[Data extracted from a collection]
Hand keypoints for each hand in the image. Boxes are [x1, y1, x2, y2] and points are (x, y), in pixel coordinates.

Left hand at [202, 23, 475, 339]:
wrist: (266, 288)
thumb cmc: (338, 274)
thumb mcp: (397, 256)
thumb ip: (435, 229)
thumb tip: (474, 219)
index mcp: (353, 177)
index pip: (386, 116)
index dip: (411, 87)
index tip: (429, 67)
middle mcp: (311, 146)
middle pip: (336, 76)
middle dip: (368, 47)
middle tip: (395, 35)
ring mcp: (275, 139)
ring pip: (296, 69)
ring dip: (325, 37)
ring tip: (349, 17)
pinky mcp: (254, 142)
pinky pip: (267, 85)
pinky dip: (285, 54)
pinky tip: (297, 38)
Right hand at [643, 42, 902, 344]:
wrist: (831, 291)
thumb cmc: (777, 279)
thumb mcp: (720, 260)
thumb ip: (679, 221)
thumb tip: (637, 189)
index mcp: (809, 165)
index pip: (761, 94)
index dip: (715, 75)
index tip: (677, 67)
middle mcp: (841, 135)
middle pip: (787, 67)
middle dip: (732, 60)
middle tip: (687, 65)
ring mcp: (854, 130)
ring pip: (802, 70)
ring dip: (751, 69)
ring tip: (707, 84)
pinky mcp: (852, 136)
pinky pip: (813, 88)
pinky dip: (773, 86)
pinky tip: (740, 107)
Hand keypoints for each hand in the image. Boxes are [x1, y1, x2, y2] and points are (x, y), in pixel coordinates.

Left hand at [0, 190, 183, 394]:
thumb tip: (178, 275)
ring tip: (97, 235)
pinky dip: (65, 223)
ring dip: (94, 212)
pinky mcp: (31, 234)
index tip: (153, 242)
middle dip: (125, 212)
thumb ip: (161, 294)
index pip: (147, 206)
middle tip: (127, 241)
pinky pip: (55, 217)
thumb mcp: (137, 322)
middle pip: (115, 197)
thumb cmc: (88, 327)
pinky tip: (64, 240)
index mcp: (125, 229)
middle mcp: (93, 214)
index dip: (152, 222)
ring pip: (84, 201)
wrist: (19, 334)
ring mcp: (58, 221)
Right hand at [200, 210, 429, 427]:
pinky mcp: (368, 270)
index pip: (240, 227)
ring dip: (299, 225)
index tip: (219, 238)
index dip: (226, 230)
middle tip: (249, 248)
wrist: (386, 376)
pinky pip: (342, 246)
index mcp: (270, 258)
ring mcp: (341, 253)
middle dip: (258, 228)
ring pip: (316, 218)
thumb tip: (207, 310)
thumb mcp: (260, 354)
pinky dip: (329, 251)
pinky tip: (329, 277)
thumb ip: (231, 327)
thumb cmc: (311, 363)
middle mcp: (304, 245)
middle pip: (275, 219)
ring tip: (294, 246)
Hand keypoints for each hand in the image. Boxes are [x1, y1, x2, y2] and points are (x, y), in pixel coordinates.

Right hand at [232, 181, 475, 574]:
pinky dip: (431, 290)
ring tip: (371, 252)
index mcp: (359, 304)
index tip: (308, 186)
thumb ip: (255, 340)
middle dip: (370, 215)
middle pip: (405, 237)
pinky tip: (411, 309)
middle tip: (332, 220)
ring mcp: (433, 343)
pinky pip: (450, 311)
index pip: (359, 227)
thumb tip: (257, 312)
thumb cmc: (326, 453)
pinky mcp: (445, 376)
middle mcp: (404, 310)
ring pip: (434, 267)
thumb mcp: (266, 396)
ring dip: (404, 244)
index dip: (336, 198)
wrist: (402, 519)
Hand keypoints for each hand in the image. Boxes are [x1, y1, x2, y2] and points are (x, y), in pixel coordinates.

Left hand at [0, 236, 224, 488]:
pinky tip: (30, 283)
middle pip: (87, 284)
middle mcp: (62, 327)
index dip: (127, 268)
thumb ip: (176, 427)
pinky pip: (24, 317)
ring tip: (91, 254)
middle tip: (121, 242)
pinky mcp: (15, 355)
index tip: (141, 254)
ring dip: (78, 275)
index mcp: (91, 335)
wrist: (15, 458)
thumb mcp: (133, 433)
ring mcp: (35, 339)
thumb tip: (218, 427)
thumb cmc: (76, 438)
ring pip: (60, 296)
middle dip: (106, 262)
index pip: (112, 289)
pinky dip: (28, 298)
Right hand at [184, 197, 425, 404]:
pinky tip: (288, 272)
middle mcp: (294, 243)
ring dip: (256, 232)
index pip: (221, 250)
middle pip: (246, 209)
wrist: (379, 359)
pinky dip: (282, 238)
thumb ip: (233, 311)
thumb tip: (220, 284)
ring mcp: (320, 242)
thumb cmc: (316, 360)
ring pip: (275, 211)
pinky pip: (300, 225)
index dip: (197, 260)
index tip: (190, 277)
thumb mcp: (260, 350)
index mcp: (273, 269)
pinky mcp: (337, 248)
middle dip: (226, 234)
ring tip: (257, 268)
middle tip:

Aim of the exercise:
Write every record out again, letter for letter.

Answer for the task:
Hand keypoints for each hand in the image. Boxes are [x1, y1, x2, y2] and points are (x, y), in pixel coordinates.

Left hand at [202, 23, 475, 339]:
wrist: (266, 288)
thumb cmc: (338, 274)
thumb mcp: (397, 256)
thumb ip: (435, 229)
thumb tip: (474, 219)
index mcp: (353, 177)
index pip: (386, 116)
index dip: (411, 87)
index tip: (429, 67)
middle mcp: (311, 146)
middle pip: (336, 76)
middle dip: (368, 47)
middle tip: (395, 35)
ring mcp: (275, 139)
ring pip: (296, 69)
ring dip: (325, 37)
ring tip: (349, 17)
pinky mcp: (254, 142)
pinky pip: (267, 85)
pinky dip: (285, 54)
pinky tip: (297, 38)
Right hand at [643, 42, 902, 344]:
wrist: (831, 291)
thumb cmc: (777, 279)
thumb mcp: (720, 260)
thumb ip: (679, 221)
thumb tip: (637, 189)
index mcp: (809, 165)
index pip: (761, 94)
index dip: (715, 75)
index tip: (677, 67)
middle mcp: (841, 135)
middle pip: (787, 67)
middle dip: (732, 60)
middle tip: (687, 65)
ring mcp: (854, 130)
ring pip: (802, 70)
ring dip: (751, 69)
ring tip: (707, 84)
pinky mcp: (852, 136)
pinky pip: (813, 88)
pinky dip: (773, 86)
pinky tip: (740, 107)
Hand keypoints for each hand in the image. Boxes are [x1, y1, x2, y2] and points are (x, y), in pixel coordinates.

Left hand at [0, 190, 183, 394]:
thumb tip: (178, 275)
ring tip: (97, 235)
pinky dip: (65, 223)
ring dip: (94, 212)
pinky mcp: (31, 234)
index tip: (153, 242)
middle dip: (125, 212)
thumb ip: (161, 294)
index pip: (147, 206)
middle tip: (127, 241)
pinky pip: (55, 217)
thumb mcp: (137, 322)
middle pip: (115, 197)
thumb cmc: (88, 327)
pinky tip: (64, 240)
index mcp: (125, 229)
middle mcp: (93, 214)
index dip: (152, 222)
ring pip: (84, 201)
wrist: (19, 334)
ring mcp: (58, 221)
Right hand at [200, 210, 429, 427]:
pinky mcp: (368, 270)
index pip: (240, 227)
ring dip: (299, 225)
index tip: (219, 238)
index dip: (226, 230)
middle tip: (249, 248)
wrist: (386, 376)
pinky pip: (342, 246)
index mcp: (270, 258)
ring mcp: (341, 253)
middle dip: (258, 228)
ring pip: (316, 218)
thumb tip: (207, 310)
thumb mcp: (260, 354)
pinky dip: (329, 251)
pinky tip: (329, 277)
thumb ip: (231, 327)
thumb cmc: (311, 363)
middle mcp: (304, 245)
middle pip: (275, 219)
ring tip: (294, 246)
Hand keypoints for each hand in the image. Boxes are [x1, y1, x2, y2] and points are (x, y), in pixel coordinates.

Right hand at [232, 181, 475, 574]:
pinky dip: (431, 290)
ring tip: (371, 252)
index mcp: (359, 304)
index tip: (308, 186)
thumb ip: (255, 340)
middle dip: (370, 215)
middle pip: (405, 237)
pinky tip: (411, 309)
middle tip: (332, 220)
ring mcp: (433, 343)
pinky pip: (450, 311)
index pip: (359, 227)
thumb tip: (257, 312)
thumb cmc: (326, 453)
pinky mcp: (445, 376)
middle mcp: (404, 310)
ring pip: (434, 267)
thumb mcp: (266, 396)
ring dip: (404, 244)
index dip: (336, 198)
wrist: (402, 519)
Hand keypoints for each hand in the image. Boxes are [x1, y1, x2, y2] and points are (x, y), in pixel coordinates.

Left hand at [0, 236, 224, 488]:
pinky tip: (30, 283)
middle pip: (87, 284)
middle mcp: (62, 327)
index dip: (127, 268)
thumb ip: (176, 427)
pinky pip: (24, 317)
ring tip: (91, 254)
middle tip: (121, 242)
pinky mcp: (15, 355)
index tip: (141, 254)
ring dip: (78, 275)
index mcp: (91, 335)
wrist: (15, 458)
thumb mcp: (133, 433)
ring mcp: (35, 339)
thumb tip: (218, 427)
thumb cmc: (76, 438)
ring pip: (60, 296)
middle dip: (106, 262)
index pip: (112, 289)
pinky dip: (28, 298)
Right hand at [184, 197, 425, 404]:
pinky tip: (288, 272)
middle mcp: (294, 243)
ring dip: (256, 232)
index pip: (221, 250)
middle pip: (246, 209)
wrist: (379, 359)
pinky dip: (282, 238)
thumb ip: (233, 311)
thumb tip: (220, 284)
ring mcp: (320, 242)
thumb cmc: (316, 360)
ring pip: (275, 211)
pinky pip: (300, 225)
index dip: (197, 260)
index tip: (190, 277)
thumb mcp: (260, 350)
index mcp: (273, 269)
pinky mcp: (337, 248)
middle dip: (226, 234)
ring tip: (257, 268)
middle tip:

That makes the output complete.